(Stored data)
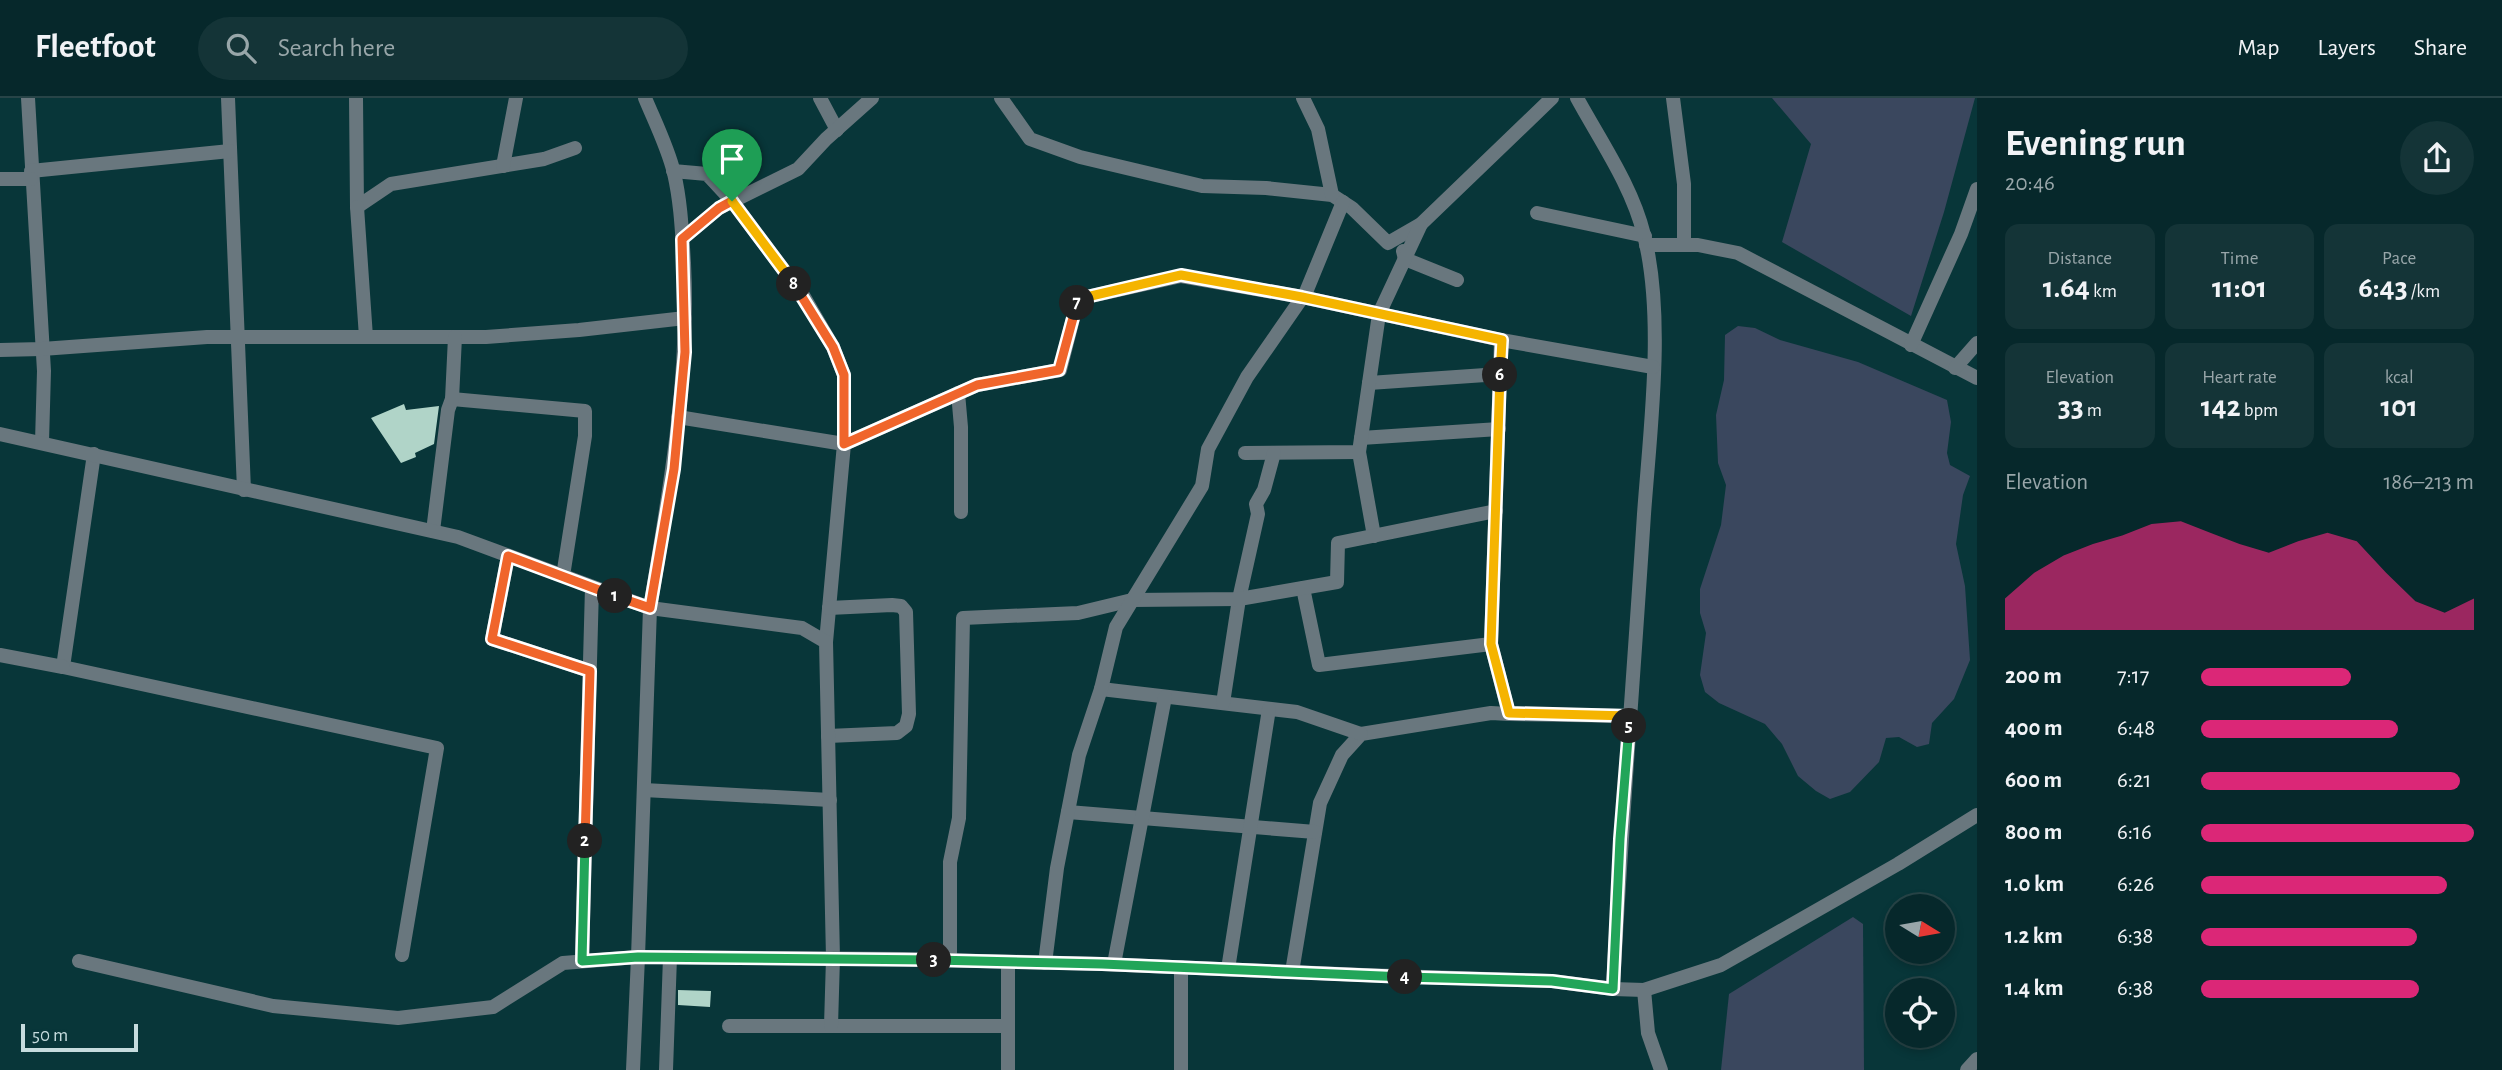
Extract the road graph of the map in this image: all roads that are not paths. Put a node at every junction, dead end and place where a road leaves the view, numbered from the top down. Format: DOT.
graph roads {
  1 [pos="27,98"];
  2 [pos="228,98"];
  3 [pos="356,98"];
  4 [pos="516,98"];
  5 [pos="645,98"];
  6 [pos="820,98"];
  7 [pos="872,98"];
  8 [pos="1001,98"];
  9 [pos="1303,98"];
  10 [pos="1552,98"];
  11 [pos="1577,98"];
  12 [pos="1673,98"];
  13 [pos="837,130"];
  14 [pos="575,148"];
  15 [pos="230,150"];
  16 [pos="503,166"];
  17 [pos="673,171"];
  18 [pos="31,175"];
  19 [pos="0,179"];
  20 [pos="1977,189"];
  21 [pos="1337,199"];
  22 [pos="732,201"];
  23 [pos="357,207"];
  24 [pos="1537,213"];
  25 [pos="1421,223"];
  26 [pos="1400,236"];
  27 [pos="682,239"];
  28 [pos="1645,240"];
  29 [pos="1684,245"];
  30 [pos="1405,259"];
  31 [pos="1457,280"];
  32 [pos="1302,297"];
  33 [pos="1379,314"];
  34 [pos="685,318"];
  35 [pos="237,337"];
  36 [pos="366,337"];
  37 [pos="455,337"];
  38 [pos="1502,340"];
  39 [pos="1977,343"];
  40 [pos="1912,345"];
  41 [pos="0,349"];
  42 [pos="42,349"];
  43 [pos="1653,367"];
  44 [pos="1955,368"];
  45 [pos="1500,374"];
  46 [pos="1977,378"];
  47 [pos="1369,383"];
  48 [pos="958,393"];
  49 [pos="452,399"];
  50 [pos="678,418"];
  51 [pos="1499,429"];
  52 [pos="0,434"];
  53 [pos="42,442"];
  54 [pos="844,444"];
  55 [pos="1360,445"];
  56 [pos="1245,453"];
  57 [pos="1273,453"];
  58 [pos="94,454"];
  59 [pos="244,489"];
  60 [pos="961,512"];
  61 [pos="1496,512"];
  62 [pos="433,531"];
  63 [pos="1374,536"];
  64 [pos="508,556"];
  65 [pos="563,576"];
  66 [pos="592,587"];
  67 [pos="1303,588"];
  68 [pos="1239,599"];
  69 [pos="1132,600"];
  70 [pos="829,607"];
  71 [pos="650,608"];
  72 [pos="826,642"];
  73 [pos="1491,644"];
  74 [pos="0,655"];
  75 [pos="63,667"];
  76 [pos="590,671"];
  77 [pos="1101,689"];
  78 [pos="1165,696"];
  79 [pos="1223,703"];
  80 [pos="1269,709"];
  81 [pos="1509,713"];
  82 [pos="1630,716"];
  83 [pos="1361,734"];
  84 [pos="828,736"];
  85 [pos="644,790"];
  86 [pos="830,800"];
  87 [pos="1068,812"];
  88 [pos="1977,815"];
  89 [pos="1142,818"];
  90 [pos="1251,827"];
  91 [pos="1315,832"];
  92 [pos="402,955"];
  93 [pos="638,957"];
  94 [pos="670,957"];
  95 [pos="833,958"];
  96 [pos="950,960"];
  97 [pos="79,961"];
  98 [pos="582,961"];
  99 [pos="1008,962"];
  100 [pos="1045,962"];
  101 [pos="1114,964"];
  102 [pos="1181,967"];
  103 [pos="1228,969"];
  104 [pos="1292,972"];
  105 [pos="1613,989"];
  106 [pos="1644,990"];
  107 [pos="729,1026"];
  108 [pos="831,1026"];
  109 [pos="1007,1026"];
  110 [pos="1977,1059"];
  111 [pos="633,1070"];
  112 [pos="666,1070"];
  113 [pos="1008,1070"];
  114 [pos="1181,1070"];
  115 [pos="1661,1070"];
  116 [pos="1967,1070"];
  1 -- 18 [label="street"];
  2 -- 15 [label="street"];
  3 -- 23 [label="street"];
  4 -- 16 [label="street"];
  5 -- 17 [label="street"];
  6 -- 13 [label="street"];
  7 -- 13 [label="street"];
  8 -- 21 [label="street"];
  9 -- 21 [label="street"];
  10 -- 25 [label="street"];
  11 -- 28 [label="street"];
  12 -- 29 [label="street"];
  13 -- 22 [label="street"];
  14 -- 16 [label="street"];
  15 -- 18 [label="street"];
  15 -- 35 [label="street"];
  16 -- 23 [label="street"];
  17 -- 22 [label="street"];
  17 -- 27 [label="street"];
  18 -- 19 [label="street"];
  18 -- 42 [label="street"];
  20 -- 40 [label="street"];
  21 -- 26 [label="street"];
  21 -- 32 [label="street"];
  22 -- 27 [label="street"];
  22 -- 54 [label="street"];
  23 -- 36 [label="street"];
  24 -- 28 [label="street"];
  25 -- 26 [label="street"];
  25 -- 30 [label="street"];
  26 -- 30 [label="street"];
  27 -- 34 [label="street"];
  28 -- 29 [label="street"];
  28 -- 43 [label="street"];
  29 -- 40 [label="street"];
  30 -- 31 [label="street"];
  30 -- 33 [label="street"];
  32 -- 33 [label="street"];
  32 -- 48 [label="street"];
  32 -- 69 [label="street"];
  33 -- 38 [label="street"];
  33 -- 47 [label="street"];
  34 -- 37 [label="street"];
  34 -- 50 [label="street"];
  35 -- 36 [label="street"];
  35 -- 42 [label="street"];
  35 -- 59 [label="street"];
  36 -- 37 [label="street"];
  37 -- 49 [label="street"];
  38 -- 43 [label="street"];
  38 -- 45 [label="street"];
  39 -- 44 [label="street"];
  40 -- 44 [label="street"];
  41 -- 42 [label="street"];
  42 -- 53 [label="street"];
  43 -- 82 [label="street"];
  44 -- 46 [label="street"];
  45 -- 47 [label="street"];
  45 -- 51 [label="street"];
  47 -- 55 [label="street"];
  48 -- 54 [label="street"];
  48 -- 60 [label="street"];
  49 -- 62 [label="street"];
  49 -- 65 [label="street"];
  50 -- 54 [label="street"];
  50 -- 71 [label="street"];
  51 -- 55 [label="street"];
  51 -- 61 [label="street"];
  52 -- 53 [label="street"];
  53 -- 58 [label="street"];
  54 -- 70 [label="street"];
  55 -- 57 [label="street"];
  55 -- 63 [label="street"];
  56 -- 57 [label="street"];
  57 -- 68 [label="street"];
  58 -- 59 [label="street"];
  58 -- 75 [label="street"];
  59 -- 62 [label="street"];
  61 -- 63 [label="street"];
  61 -- 73 [label="street"];
  62 -- 64 [label="street"];
  63 -- 67 [label="street"];
  64 -- 65 [label="street"];
  64 -- 76 [label="street"];
  65 -- 66 [label="street"];
  66 -- 71 [label="street"];
  66 -- 76 [label="street"];
  67 -- 68 [label="street"];
  67 -- 73 [label="street"];
  68 -- 69 [label="street"];
  68 -- 79 [label="street"];
  69 -- 77 [label="street"];
  69 -- 96 [label="street"];
  70 -- 72 [label="street"];
  70 -- 84 [label="street"];
  71 -- 72 [label="street"];
  71 -- 85 [label="street"];
  72 -- 84 [label="street"];
  73 -- 81 [label="street"];
  74 -- 75 [label="street"];
  75 -- 92 [label="street"];
  76 -- 98 [label="street"];
  77 -- 78 [label="street"];
  77 -- 87 [label="street"];
  78 -- 79 [label="street"];
  78 -- 89 [label="street"];
  79 -- 80 [label="street"];
  80 -- 83 [label="street"];
  80 -- 90 [label="street"];
  81 -- 82 [label="street"];
  81 -- 83 [label="street"];
  82 -- 105 [label="street"];
  83 -- 91 [label="street"];
  84 -- 86 [label="street"];
  85 -- 86 [label="street"];
  85 -- 93 [label="street"];
  86 -- 95 [label="street"];
  87 -- 89 [label="street"];
  87 -- 100 [label="street"];
  88 -- 106 [label="street"];
  89 -- 90 [label="street"];
  89 -- 101 [label="street"];
  90 -- 91 [label="street"];
  90 -- 103 [label="street"];
  91 -- 104 [label="street"];
  93 -- 94 [label="street"];
  93 -- 98 [label="street"];
  93 -- 111 [label="street"];
  94 -- 95 [label="street"];
  94 -- 112 [label="street"];
  95 -- 96 [label="street"];
  95 -- 108 [label="street"];
  96 -- 99 [label="street"];
  97 -- 98 [label="street"];
  99 -- 100 [label="street"];
  99 -- 109 [label="street"];
  100 -- 101 [label="street"];
  101 -- 102 [label="street"];
  102 -- 103 [label="street"];
  102 -- 114 [label="street"];
  103 -- 104 [label="street"];
  104 -- 105 [label="street"];
  105 -- 106 [label="street"];
  106 -- 115 [label="street"];
  107 -- 108 [label="street"];
  108 -- 109 [label="street"];
  109 -- 113 [label="street"];
  110 -- 116 [label="street"];
}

Task requirements: Copy each line above where "graph" appears.

Output of the task:
Extract the road graph of the map in this image: all roads that are not paths. Put a node at every junction, dead end and place where a road leaves the view, numbered from the top down. Format: DOT.
graph roads {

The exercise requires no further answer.